Shvarts continues to explore ideas surrounding gender, narrative, and truth in her performance Please Come Find Me (2012), in which she invited participants to ask her to do something they thought she'd never done before, as well as Non-consensual Collaborations (2012–ongoing), in which she retroactively designates events and interactions not initially conceived as part of an artistic project as art to explore the gendered dynamics of artistic collaboration. Non-consensual Collaborations has been presented at the Hemispheric Institute of Performance and Politics and The 8th Floor, New York.

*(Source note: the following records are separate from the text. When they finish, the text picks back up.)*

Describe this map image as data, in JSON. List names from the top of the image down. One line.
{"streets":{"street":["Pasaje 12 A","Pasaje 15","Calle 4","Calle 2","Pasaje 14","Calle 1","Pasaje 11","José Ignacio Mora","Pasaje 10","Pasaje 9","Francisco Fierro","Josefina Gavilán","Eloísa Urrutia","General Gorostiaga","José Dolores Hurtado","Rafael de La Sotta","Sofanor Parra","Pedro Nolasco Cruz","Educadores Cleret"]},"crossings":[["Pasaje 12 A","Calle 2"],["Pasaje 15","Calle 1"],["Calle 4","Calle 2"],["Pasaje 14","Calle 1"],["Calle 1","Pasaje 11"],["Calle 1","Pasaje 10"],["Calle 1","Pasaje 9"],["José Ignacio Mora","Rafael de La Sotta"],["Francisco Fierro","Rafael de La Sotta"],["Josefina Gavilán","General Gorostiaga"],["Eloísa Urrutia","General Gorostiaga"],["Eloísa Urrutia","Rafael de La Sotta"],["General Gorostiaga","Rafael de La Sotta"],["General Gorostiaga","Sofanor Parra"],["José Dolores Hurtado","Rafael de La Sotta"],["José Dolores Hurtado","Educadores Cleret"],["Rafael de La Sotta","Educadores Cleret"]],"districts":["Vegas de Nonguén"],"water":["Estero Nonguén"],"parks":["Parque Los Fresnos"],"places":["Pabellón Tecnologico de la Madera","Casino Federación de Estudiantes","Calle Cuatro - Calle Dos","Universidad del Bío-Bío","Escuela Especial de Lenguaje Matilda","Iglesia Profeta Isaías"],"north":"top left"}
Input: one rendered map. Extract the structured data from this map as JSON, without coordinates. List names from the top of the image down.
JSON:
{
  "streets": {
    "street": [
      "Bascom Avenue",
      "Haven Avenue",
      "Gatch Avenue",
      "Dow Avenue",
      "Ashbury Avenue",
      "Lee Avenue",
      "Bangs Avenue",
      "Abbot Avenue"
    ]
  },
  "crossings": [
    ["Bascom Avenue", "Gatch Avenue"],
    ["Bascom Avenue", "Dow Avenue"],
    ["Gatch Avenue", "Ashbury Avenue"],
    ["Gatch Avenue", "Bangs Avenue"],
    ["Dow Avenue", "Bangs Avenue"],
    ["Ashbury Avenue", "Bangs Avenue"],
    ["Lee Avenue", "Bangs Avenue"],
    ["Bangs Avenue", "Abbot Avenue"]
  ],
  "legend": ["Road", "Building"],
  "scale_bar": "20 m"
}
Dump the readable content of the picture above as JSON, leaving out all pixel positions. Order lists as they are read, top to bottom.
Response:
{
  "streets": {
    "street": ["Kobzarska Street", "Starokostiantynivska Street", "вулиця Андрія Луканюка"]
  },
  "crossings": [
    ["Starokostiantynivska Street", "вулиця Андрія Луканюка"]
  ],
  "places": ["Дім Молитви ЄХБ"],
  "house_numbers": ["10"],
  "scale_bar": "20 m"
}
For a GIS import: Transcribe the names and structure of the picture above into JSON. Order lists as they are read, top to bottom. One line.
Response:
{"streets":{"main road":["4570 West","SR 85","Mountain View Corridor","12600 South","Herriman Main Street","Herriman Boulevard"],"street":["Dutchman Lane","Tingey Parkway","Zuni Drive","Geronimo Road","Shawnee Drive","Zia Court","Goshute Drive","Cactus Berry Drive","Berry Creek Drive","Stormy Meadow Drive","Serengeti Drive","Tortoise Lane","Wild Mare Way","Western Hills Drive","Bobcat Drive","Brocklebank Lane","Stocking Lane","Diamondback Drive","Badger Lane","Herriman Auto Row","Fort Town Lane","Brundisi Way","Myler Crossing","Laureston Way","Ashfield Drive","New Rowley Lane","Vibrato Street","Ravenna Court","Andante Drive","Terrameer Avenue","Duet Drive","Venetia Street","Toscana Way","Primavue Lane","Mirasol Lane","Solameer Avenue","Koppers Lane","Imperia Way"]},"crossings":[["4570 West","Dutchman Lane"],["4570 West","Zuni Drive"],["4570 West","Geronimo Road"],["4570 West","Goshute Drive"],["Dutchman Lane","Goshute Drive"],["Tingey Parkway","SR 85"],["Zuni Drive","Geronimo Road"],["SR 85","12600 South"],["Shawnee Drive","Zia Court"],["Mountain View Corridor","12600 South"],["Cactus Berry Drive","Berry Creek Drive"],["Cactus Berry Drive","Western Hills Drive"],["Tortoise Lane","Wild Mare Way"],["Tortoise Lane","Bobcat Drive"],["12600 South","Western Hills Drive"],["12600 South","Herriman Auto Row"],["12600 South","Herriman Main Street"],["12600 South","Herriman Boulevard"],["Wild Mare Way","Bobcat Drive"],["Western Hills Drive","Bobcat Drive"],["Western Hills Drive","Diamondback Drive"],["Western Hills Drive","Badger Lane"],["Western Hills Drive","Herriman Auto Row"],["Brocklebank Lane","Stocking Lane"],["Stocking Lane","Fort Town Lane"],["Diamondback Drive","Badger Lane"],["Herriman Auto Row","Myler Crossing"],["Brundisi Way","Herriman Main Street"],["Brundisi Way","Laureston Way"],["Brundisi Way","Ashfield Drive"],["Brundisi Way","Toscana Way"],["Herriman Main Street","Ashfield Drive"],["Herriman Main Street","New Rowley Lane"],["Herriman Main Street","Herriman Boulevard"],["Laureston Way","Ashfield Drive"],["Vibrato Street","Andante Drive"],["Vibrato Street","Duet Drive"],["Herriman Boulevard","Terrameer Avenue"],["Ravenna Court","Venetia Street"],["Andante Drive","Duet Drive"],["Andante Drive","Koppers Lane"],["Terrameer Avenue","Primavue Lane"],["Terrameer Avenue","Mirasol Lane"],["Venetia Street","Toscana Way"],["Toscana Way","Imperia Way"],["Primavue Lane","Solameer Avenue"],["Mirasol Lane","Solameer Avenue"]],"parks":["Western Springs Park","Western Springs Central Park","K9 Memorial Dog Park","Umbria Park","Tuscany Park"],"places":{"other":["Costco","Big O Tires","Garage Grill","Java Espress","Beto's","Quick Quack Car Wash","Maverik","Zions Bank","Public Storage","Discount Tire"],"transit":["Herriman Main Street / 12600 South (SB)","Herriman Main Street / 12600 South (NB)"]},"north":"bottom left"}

In 2017, Shvarts further used digital communication and mass media to engage concepts of “truthiness” and “fake news" in How Does It Feel To Be A Fiction (2017), a viral email performance that explores the various ways in which people are read as fictional along lines of race, class, gender, and sexuality by systems of institutional power. Originally commissioned by Recess’s Critical Writing Fellowship, versions of How Does It Feel To Be A Fiction have been presented at the Universidad de Los Andes, Bogotá, and Artspace, New Haven.

== Publications ==
Shvarts's writing has appeared in TDR: The Drama Review, The Feminist and Queer Information Studies Reader, and The Brooklyn Rail. She is on the advisory board of Women & Performance: a journal of feminist theory, where she has published a number of essays, including “Figuration and Failure, Performance and Pedagogy: Reflections Three Years Later,” which considers what it meant to be known for a piece that had, at the time, never been exhibited publicly.
She has given talks and lectures at Artists Space, the Whitney Museum, Harvard University, and Abrons Arts Center, among other institutions. In addition to her artistic and scholarly work, Shvarts has written liner notes for the drone metal band Sunn O)))'s album Kannon and appeared as a guest commentator on MTV.

== Exhibitions ==
Shvarts's work has been the subject of a solo exhibition at Artspace, New Haven, which occurred on the decade anniversary of Untitled [Senior Thesis] (2008) being censored by Yale. She has also exhibited and performed at Abrons Art Center and Lévy Gorvy in New York; the Slought Foundation in Philadelphia; and Performance Space and the Tate Modern in London, among other venues. She frequently designs stage sets for and performs with Carmelita Tropicana, and has collaborated with Vaginal Davis, Emma Sulkowicz, and Critical Practices, Inc.

== Awards and fellowships ==
Shvarts was a 2017 Critical Writing Fellow at Recess, New York and a 2014 recipient of the Creative Capital | Warhol Foundation Arts Writers Grant. She attended the Whitney Independent Study Program as a Helena Rubinstein Fellow in Critical Studies in 2014 to 2015.